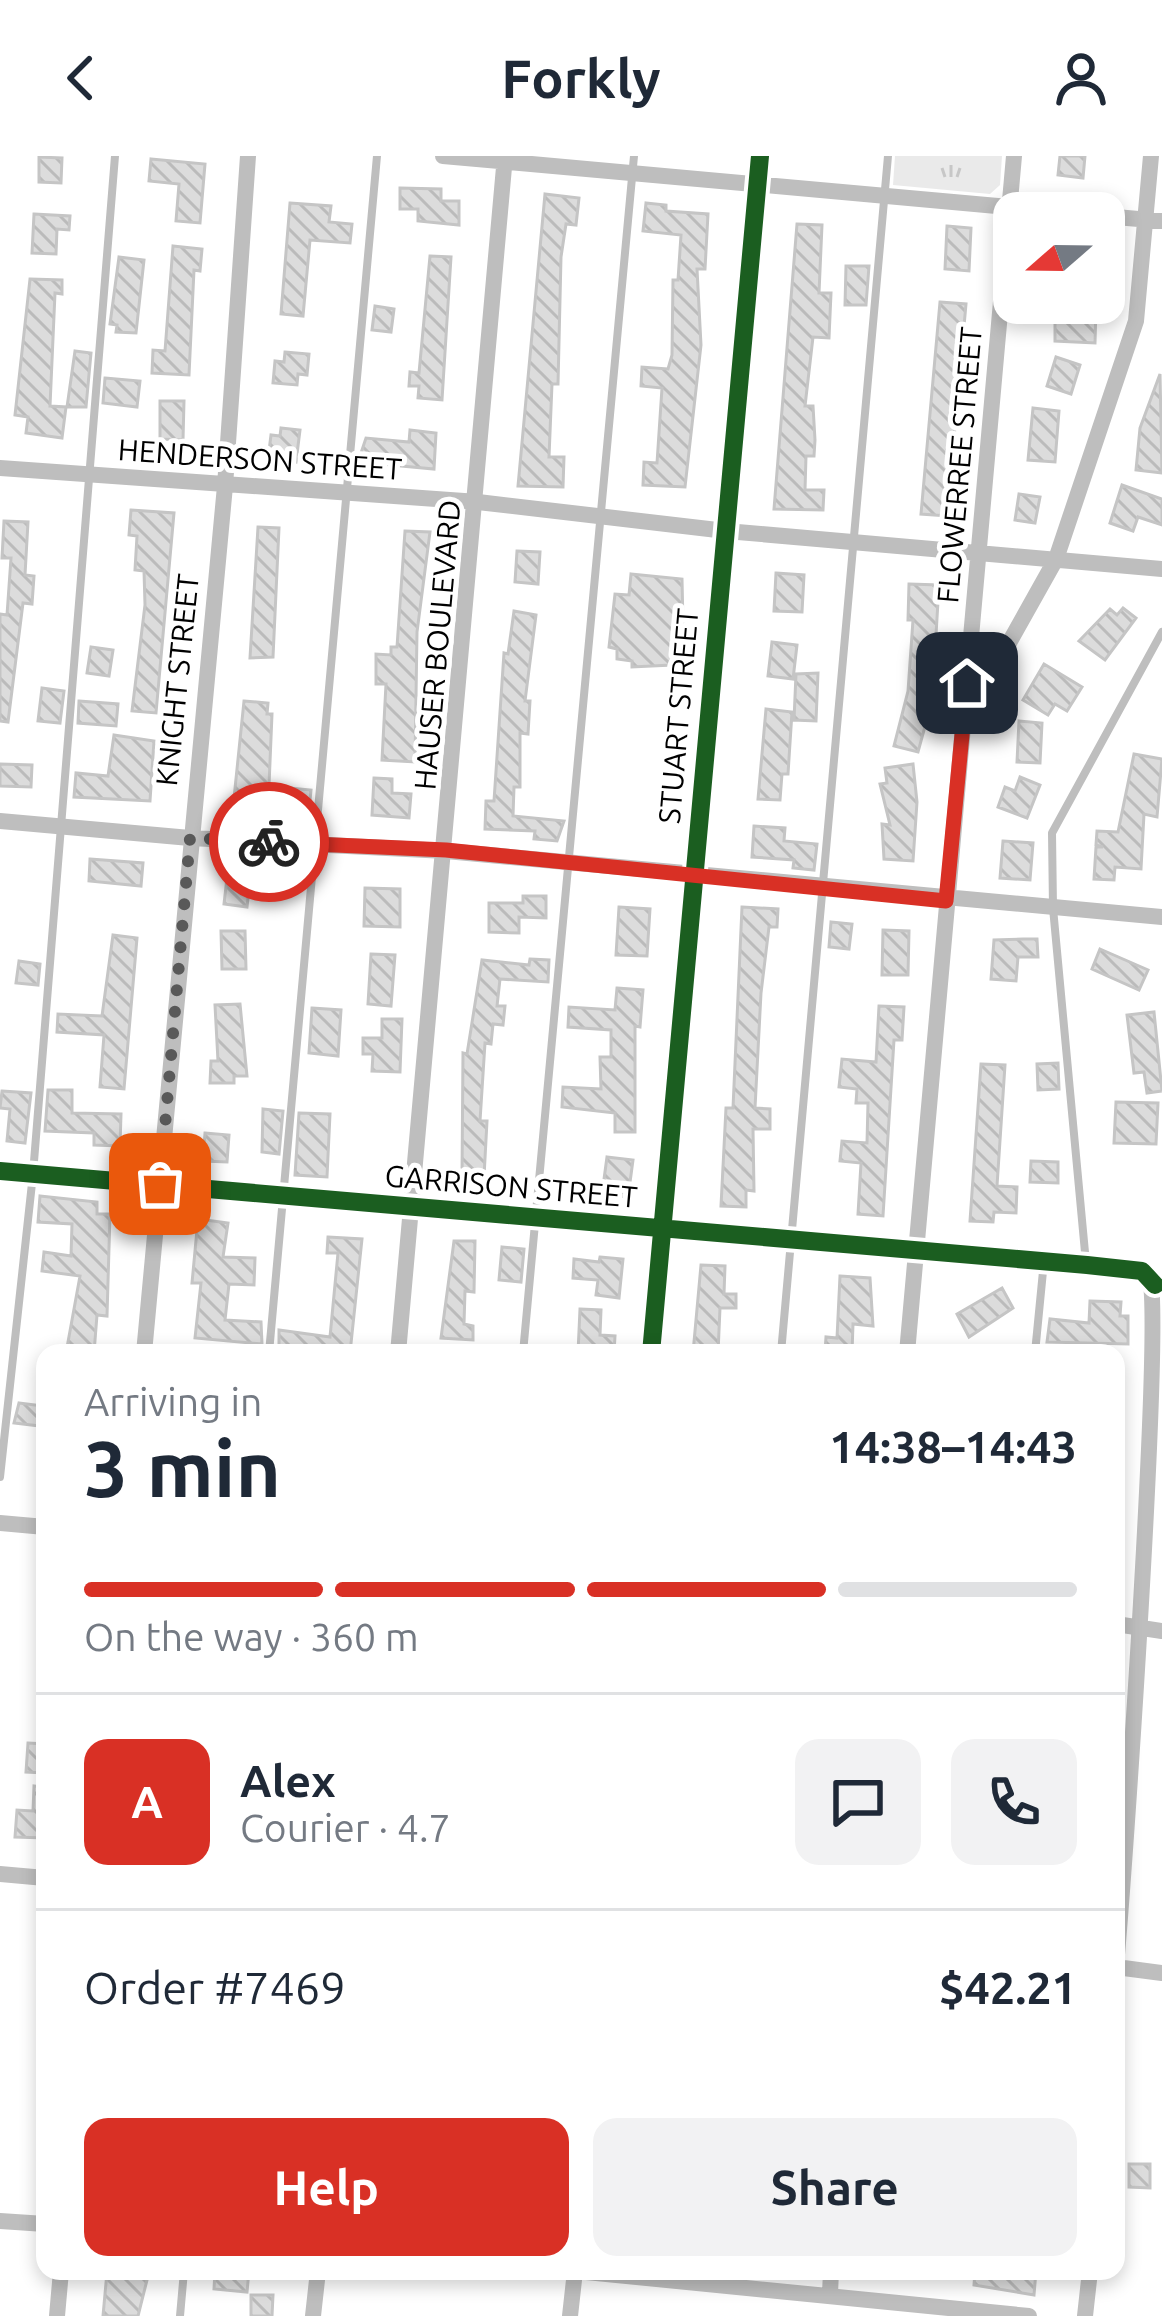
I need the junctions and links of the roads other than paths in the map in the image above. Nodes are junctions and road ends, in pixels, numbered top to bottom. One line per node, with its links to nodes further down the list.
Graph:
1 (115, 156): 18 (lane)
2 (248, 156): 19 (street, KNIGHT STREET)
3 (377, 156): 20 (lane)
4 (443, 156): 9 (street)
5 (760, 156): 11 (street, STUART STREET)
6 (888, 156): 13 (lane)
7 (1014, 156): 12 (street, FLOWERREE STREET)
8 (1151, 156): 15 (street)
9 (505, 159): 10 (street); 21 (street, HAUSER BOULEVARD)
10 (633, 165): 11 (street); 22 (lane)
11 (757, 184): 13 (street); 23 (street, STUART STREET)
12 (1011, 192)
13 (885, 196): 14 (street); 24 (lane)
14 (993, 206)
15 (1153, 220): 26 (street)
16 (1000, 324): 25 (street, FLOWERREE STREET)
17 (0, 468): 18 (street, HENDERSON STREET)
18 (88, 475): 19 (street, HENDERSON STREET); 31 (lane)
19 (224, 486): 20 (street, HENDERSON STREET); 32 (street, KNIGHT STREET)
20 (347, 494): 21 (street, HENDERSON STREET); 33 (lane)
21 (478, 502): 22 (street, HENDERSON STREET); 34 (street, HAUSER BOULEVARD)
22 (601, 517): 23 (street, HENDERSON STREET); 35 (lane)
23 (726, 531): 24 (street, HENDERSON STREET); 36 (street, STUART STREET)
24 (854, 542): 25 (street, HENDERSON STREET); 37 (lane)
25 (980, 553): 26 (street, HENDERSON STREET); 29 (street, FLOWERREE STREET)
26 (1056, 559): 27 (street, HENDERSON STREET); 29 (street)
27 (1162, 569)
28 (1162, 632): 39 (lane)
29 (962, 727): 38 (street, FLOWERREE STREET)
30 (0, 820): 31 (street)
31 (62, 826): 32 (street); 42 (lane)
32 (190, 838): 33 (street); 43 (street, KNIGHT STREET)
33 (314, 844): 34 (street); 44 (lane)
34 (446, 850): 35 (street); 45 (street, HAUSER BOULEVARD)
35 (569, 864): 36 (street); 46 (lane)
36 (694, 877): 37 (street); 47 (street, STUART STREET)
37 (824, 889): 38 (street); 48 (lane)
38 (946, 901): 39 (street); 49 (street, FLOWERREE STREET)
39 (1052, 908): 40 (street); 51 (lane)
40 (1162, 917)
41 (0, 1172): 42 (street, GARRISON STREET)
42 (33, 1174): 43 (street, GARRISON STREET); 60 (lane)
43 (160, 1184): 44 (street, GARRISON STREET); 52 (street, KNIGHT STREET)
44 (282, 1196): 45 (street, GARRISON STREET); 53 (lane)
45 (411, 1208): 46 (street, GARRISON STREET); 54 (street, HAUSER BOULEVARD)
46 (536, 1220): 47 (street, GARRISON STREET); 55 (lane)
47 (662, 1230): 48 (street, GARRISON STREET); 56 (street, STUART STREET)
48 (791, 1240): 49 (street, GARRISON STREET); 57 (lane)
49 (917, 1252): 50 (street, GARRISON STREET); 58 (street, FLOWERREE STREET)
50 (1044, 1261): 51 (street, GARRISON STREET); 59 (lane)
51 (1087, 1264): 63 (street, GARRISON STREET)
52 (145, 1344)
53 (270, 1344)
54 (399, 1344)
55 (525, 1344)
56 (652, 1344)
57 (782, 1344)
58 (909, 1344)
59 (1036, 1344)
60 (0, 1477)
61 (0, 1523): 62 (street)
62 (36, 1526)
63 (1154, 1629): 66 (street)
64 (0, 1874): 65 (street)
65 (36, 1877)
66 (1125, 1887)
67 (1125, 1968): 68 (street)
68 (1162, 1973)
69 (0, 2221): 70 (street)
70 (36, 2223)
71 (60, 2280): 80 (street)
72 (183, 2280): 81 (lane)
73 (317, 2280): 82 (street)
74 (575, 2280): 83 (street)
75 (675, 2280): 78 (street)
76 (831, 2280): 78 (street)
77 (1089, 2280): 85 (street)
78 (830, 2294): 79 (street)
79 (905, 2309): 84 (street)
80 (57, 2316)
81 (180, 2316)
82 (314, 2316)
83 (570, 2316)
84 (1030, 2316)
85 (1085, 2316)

════════

### What to work on
Restate each entry exactly, omitting pictures.

### Response
I need the junctions and links of the roads other than paths in the map in the image above. Nodes are junctions and road ends, in pixels, numbered top to bottom. One line per node, with its links to nodes further down the list.
Graph:
1 (115, 156): 18 (lane)
2 (248, 156): 19 (street, KNIGHT STREET)
3 (377, 156): 20 (lane)
4 (443, 156): 9 (street)
5 (760, 156): 11 (street, STUART STREET)
6 (888, 156): 13 (lane)
7 (1014, 156): 12 (street, FLOWERREE STREET)
8 (1151, 156): 15 (street)
9 (505, 159): 10 (street); 21 (street, HAUSER BOULEVARD)
10 (633, 165): 11 (street); 22 (lane)
11 (757, 184): 13 (street); 23 (street, STUART STREET)
12 (1011, 192)
13 (885, 196): 14 (street); 24 (lane)
14 (993, 206)
15 (1153, 220): 26 (street)
16 (1000, 324): 25 (street, FLOWERREE STREET)
17 (0, 468): 18 (street, HENDERSON STREET)
18 (88, 475): 19 (street, HENDERSON STREET); 31 (lane)
19 (224, 486): 20 (street, HENDERSON STREET); 32 (street, KNIGHT STREET)
20 (347, 494): 21 (street, HENDERSON STREET); 33 (lane)
21 (478, 502): 22 (street, HENDERSON STREET); 34 (street, HAUSER BOULEVARD)
22 (601, 517): 23 (street, HENDERSON STREET); 35 (lane)
23 (726, 531): 24 (street, HENDERSON STREET); 36 (street, STUART STREET)
24 (854, 542): 25 (street, HENDERSON STREET); 37 (lane)
25 (980, 553): 26 (street, HENDERSON STREET); 29 (street, FLOWERREE STREET)
26 (1056, 559): 27 (street, HENDERSON STREET); 29 (street)
27 (1162, 569)
28 (1162, 632): 39 (lane)
29 (962, 727): 38 (street, FLOWERREE STREET)
30 (0, 820): 31 (street)
31 (62, 826): 32 (street); 42 (lane)
32 (190, 838): 33 (street); 43 (street, KNIGHT STREET)
33 (314, 844): 34 (street); 44 (lane)
34 (446, 850): 35 (street); 45 (street, HAUSER BOULEVARD)
35 (569, 864): 36 (street); 46 (lane)
36 (694, 877): 37 (street); 47 (street, STUART STREET)
37 (824, 889): 38 (street); 48 (lane)
38 (946, 901): 39 (street); 49 (street, FLOWERREE STREET)
39 (1052, 908): 40 (street); 51 (lane)
40 (1162, 917)
41 (0, 1172): 42 (street, GARRISON STREET)
42 (33, 1174): 43 (street, GARRISON STREET); 60 (lane)
43 (160, 1184): 44 (street, GARRISON STREET); 52 (street, KNIGHT STREET)
44 (282, 1196): 45 (street, GARRISON STREET); 53 (lane)
45 (411, 1208): 46 (street, GARRISON STREET); 54 (street, HAUSER BOULEVARD)
46 (536, 1220): 47 (street, GARRISON STREET); 55 (lane)
47 (662, 1230): 48 (street, GARRISON STREET); 56 (street, STUART STREET)
48 (791, 1240): 49 (street, GARRISON STREET); 57 (lane)
49 (917, 1252): 50 (street, GARRISON STREET); 58 (street, FLOWERREE STREET)
50 (1044, 1261): 51 (street, GARRISON STREET); 59 (lane)
51 (1087, 1264): 63 (street, GARRISON STREET)
52 (145, 1344)
53 (270, 1344)
54 (399, 1344)
55 (525, 1344)
56 (652, 1344)
57 (782, 1344)
58 (909, 1344)
59 (1036, 1344)
60 (0, 1477)
61 (0, 1523): 62 (street)
62 (36, 1526)
63 (1154, 1629): 66 (street)
64 (0, 1874): 65 (street)
65 (36, 1877)
66 (1125, 1887)
67 (1125, 1968): 68 (street)
68 (1162, 1973)
69 (0, 2221): 70 (street)
70 (36, 2223)
71 (60, 2280): 80 (street)
72 (183, 2280): 81 (lane)
73 (317, 2280): 82 (street)
74 (575, 2280): 83 (street)
75 (675, 2280): 78 (street)
76 (831, 2280): 78 (street)
77 (1089, 2280): 85 (street)
78 (830, 2294): 79 (street)
79 (905, 2309): 84 (street)
80 (57, 2316)
81 (180, 2316)
82 (314, 2316)
83 (570, 2316)
84 (1030, 2316)
85 (1085, 2316)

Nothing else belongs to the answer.